Figuras yacentes o en posición hierática, se sitúan
en el cuadro, dinamizando la composición por su posición
des-centrada, por su mirada, que se proyecta hacia un espacio presentido,
ampliando el campo perceptivo.
Nos dice Deleuze, en su “Lógica de la sensación”,
que “hay dos maneras de superar la figuración (es decir,
a la a la vez lo ilustrativo y lo narrativo): o bien hacia la Forma
abstracta, o bien hacia la Figura”. Y esta noción de
figura es lo que entendemos como sensación.
Contraposición entre figura y forma como dialéctica
en la que reside la apertura de lo significado.
Para Deleuze la figura es una entidad aislada en el cuadro, lo que
resulta una estrategia (pictórica) para evitar el carácter
narrativo (o figurativo) que tendría si no
estuviera segregada del resto de la composición.
Carmen Pinart pinta retratos. Pero es el en rostro donde la representación
se aisla, elude la “ilustración”, para cobrar la
dimensión de Figura. Porque a pesar de su dimensión
analógica, de su “semejanza”, adquiera una función
estructural respecto al marco. Desequilibra la composición
estática del retrato clásico para tensionar la limitación
autoimpuesta por la geometría de los bordes.
Por eso no se encuentra Pinart cómoda en el marco cuadrado.
Estas geometrías regulares expresan, necesariamente, la existencia
de un centro, y éste es el máximo indicador de una disposición
cerrada.
La posibilidad de eludir la reducción de la simetría
reside en los desplazamientos de la figura, en el diagrama diagonal
de la estructura latente, o en la potencia abstracta de los colores
casi primarios, que abandonan la servidumbre figurativa para adquirir
plena autonomía.
En el color monocromo desaparecen los matices narrativos, y de esta
forma anticipan la posterior aparición del “collage”
más abstracto. Estos nuevos fragmentos de tejidos estaban ya
anunciados en el papel que desempeñaba el no-tratamiento de
la madera del soporte en la analogía figurativa de obras anteriores.
Cuando la veta y el color de la madera, o la urdimbre del tejido,
sustituyen a la gestualidad de la mano en la pintura, es la textura
de los materiales la que, de la misma forma que los colores planos,
eliminan el simulacro de espacialidad para suturar las discontinuidades
de la semejanza figurativa. Es ahora la forma la que reclama su jerarquía.

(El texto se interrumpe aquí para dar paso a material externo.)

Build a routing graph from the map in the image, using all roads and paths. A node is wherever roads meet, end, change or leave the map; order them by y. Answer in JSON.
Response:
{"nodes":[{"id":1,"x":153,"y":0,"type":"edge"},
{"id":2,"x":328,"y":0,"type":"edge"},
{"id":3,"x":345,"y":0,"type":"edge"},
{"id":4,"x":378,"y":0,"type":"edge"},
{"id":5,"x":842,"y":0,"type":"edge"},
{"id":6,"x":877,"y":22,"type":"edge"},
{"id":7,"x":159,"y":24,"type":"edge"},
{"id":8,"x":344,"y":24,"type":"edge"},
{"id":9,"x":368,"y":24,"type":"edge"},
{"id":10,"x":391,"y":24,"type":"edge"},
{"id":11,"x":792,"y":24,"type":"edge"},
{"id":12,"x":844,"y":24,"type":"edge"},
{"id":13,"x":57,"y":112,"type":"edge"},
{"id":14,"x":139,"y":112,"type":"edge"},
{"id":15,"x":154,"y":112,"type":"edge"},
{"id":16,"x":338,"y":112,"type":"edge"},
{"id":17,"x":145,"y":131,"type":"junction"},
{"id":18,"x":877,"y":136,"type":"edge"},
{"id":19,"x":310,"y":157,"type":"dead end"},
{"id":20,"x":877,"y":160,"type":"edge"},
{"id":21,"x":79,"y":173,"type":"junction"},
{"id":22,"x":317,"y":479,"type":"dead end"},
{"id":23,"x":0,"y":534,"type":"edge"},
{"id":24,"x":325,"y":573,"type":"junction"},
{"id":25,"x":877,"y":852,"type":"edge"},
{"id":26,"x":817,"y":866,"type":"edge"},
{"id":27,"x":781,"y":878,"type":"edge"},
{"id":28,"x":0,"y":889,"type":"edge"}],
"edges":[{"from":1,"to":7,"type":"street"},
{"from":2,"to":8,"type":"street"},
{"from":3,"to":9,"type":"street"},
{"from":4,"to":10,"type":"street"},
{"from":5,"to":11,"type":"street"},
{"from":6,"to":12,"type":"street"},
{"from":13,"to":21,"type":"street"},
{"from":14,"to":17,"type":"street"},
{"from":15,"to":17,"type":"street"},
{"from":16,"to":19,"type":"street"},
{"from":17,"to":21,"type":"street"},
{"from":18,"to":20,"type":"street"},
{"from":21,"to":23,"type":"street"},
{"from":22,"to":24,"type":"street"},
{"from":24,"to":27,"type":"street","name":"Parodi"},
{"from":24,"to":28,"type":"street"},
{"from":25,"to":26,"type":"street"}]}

Forma abstracta que, en el caso del nuevo interés por el paisaje,
se estiliza, y confunde o acompaña, a la materialidad del soporte,
y a la geometría del encuadre.
Paisajes mismos, repetidos y descarnados hasta adoptar la manera de
un diagrama abstracto, el que, en palabras de Wittgenstein, expresa:
“posibilidades de hecho”.
Es decir, un conjunto de relaciones entre líneas, zonas y marco
que anticipan, pero no determinan, la figuración narrativa.
Estos paisajes de playas festoneadas de rocas se quedan precisamente,
en el umbral de lo que sería la desaparición del diagrama
si la semejanza acabara por dominar a la representación.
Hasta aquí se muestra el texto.